Saved data entries:
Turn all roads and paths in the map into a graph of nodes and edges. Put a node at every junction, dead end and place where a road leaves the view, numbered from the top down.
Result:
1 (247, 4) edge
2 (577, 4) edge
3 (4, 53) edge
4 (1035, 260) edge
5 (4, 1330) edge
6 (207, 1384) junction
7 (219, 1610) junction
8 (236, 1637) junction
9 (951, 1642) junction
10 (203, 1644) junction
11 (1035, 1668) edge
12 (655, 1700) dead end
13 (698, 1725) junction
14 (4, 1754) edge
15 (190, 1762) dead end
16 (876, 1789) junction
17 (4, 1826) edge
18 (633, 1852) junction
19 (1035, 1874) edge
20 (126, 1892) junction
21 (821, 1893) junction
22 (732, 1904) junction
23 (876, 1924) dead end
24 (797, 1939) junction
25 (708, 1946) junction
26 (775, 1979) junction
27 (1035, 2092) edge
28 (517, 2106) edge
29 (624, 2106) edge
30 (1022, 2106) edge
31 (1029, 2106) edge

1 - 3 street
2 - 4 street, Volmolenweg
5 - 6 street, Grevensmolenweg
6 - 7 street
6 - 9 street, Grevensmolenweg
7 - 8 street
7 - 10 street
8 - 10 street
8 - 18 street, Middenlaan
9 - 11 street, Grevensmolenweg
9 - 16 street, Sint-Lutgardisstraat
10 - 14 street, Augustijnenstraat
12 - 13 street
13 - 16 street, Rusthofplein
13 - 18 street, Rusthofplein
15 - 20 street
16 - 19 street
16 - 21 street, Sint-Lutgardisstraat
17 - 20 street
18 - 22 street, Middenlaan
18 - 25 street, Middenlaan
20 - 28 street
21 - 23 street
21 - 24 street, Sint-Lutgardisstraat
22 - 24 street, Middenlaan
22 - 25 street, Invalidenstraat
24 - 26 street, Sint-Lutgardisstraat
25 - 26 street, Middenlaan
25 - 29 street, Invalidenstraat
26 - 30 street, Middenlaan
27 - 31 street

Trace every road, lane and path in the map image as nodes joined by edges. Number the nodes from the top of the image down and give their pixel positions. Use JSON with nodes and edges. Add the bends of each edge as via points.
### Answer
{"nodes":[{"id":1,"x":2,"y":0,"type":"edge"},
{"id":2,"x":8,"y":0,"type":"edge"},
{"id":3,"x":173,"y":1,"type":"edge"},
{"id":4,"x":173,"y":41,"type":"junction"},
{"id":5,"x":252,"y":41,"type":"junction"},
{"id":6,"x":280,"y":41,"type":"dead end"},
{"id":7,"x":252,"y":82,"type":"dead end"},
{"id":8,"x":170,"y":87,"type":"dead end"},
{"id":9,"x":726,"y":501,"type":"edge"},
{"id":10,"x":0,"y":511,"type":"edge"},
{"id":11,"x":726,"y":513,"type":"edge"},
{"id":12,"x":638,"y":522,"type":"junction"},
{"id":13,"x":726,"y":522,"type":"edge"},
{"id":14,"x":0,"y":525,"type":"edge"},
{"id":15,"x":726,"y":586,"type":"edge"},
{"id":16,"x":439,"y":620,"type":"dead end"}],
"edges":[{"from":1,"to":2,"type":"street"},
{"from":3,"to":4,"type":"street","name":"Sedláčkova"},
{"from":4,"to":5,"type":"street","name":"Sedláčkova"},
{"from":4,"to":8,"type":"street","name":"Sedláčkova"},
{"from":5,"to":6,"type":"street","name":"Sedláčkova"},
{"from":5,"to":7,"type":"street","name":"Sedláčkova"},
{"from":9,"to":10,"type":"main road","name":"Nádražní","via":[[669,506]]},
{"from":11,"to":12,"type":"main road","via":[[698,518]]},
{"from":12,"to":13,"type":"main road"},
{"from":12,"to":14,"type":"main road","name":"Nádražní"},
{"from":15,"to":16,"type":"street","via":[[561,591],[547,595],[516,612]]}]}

Your objective: Copy every line above without changes.

Task output:
Turn all roads and paths in the map into a graph of nodes and edges. Put a node at every junction, dead end and place where a road leaves the view, numbered from the top down.
Result:
1 (247, 4) edge
2 (577, 4) edge
3 (4, 53) edge
4 (1035, 260) edge
5 (4, 1330) edge
6 (207, 1384) junction
7 (219, 1610) junction
8 (236, 1637) junction
9 (951, 1642) junction
10 (203, 1644) junction
11 (1035, 1668) edge
12 (655, 1700) dead end
13 (698, 1725) junction
14 (4, 1754) edge
15 (190, 1762) dead end
16 (876, 1789) junction
17 (4, 1826) edge
18 (633, 1852) junction
19 (1035, 1874) edge
20 (126, 1892) junction
21 (821, 1893) junction
22 (732, 1904) junction
23 (876, 1924) dead end
24 (797, 1939) junction
25 (708, 1946) junction
26 (775, 1979) junction
27 (1035, 2092) edge
28 (517, 2106) edge
29 (624, 2106) edge
30 (1022, 2106) edge
31 (1029, 2106) edge

1 - 3 street
2 - 4 street, Volmolenweg
5 - 6 street, Grevensmolenweg
6 - 7 street
6 - 9 street, Grevensmolenweg
7 - 8 street
7 - 10 street
8 - 10 street
8 - 18 street, Middenlaan
9 - 11 street, Grevensmolenweg
9 - 16 street, Sint-Lutgardisstraat
10 - 14 street, Augustijnenstraat
12 - 13 street
13 - 16 street, Rusthofplein
13 - 18 street, Rusthofplein
15 - 20 street
16 - 19 street
16 - 21 street, Sint-Lutgardisstraat
17 - 20 street
18 - 22 street, Middenlaan
18 - 25 street, Middenlaan
20 - 28 street
21 - 23 street
21 - 24 street, Sint-Lutgardisstraat
22 - 24 street, Middenlaan
22 - 25 street, Invalidenstraat
24 - 26 street, Sint-Lutgardisstraat
25 - 26 street, Middenlaan
25 - 29 street, Invalidenstraat
26 - 30 street, Middenlaan
27 - 31 street

Trace every road, lane and path in the map image as nodes joined by edges. Number the nodes from the top of the image down and give their pixel positions. Use JSON with nodes and edges. Add the bends of each edge as via points.
### Answer
{"nodes":[{"id":1,"x":2,"y":0,"type":"edge"},
{"id":2,"x":8,"y":0,"type":"edge"},
{"id":3,"x":173,"y":1,"type":"edge"},
{"id":4,"x":173,"y":41,"type":"junction"},
{"id":5,"x":252,"y":41,"type":"junction"},
{"id":6,"x":280,"y":41,"type":"dead end"},
{"id":7,"x":252,"y":82,"type":"dead end"},
{"id":8,"x":170,"y":87,"type":"dead end"},
{"id":9,"x":726,"y":501,"type":"edge"},
{"id":10,"x":0,"y":511,"type":"edge"},
{"id":11,"x":726,"y":513,"type":"edge"},
{"id":12,"x":638,"y":522,"type":"junction"},
{"id":13,"x":726,"y":522,"type":"edge"},
{"id":14,"x":0,"y":525,"type":"edge"},
{"id":15,"x":726,"y":586,"type":"edge"},
{"id":16,"x":439,"y":620,"type":"dead end"}],
"edges":[{"from":1,"to":2,"type":"street"},
{"from":3,"to":4,"type":"street","name":"Sedláčkova"},
{"from":4,"to":5,"type":"street","name":"Sedláčkova"},
{"from":4,"to":8,"type":"street","name":"Sedláčkova"},
{"from":5,"to":6,"type":"street","name":"Sedláčkova"},
{"from":5,"to":7,"type":"street","name":"Sedláčkova"},
{"from":9,"to":10,"type":"main road","name":"Nádražní","via":[[669,506]]},
{"from":11,"to":12,"type":"main road","via":[[698,518]]},
{"from":12,"to":13,"type":"main road"},
{"from":12,"to":14,"type":"main road","name":"Nádražní"},
{"from":15,"to":16,"type":"street","via":[[561,591],[547,595],[516,612]]}]}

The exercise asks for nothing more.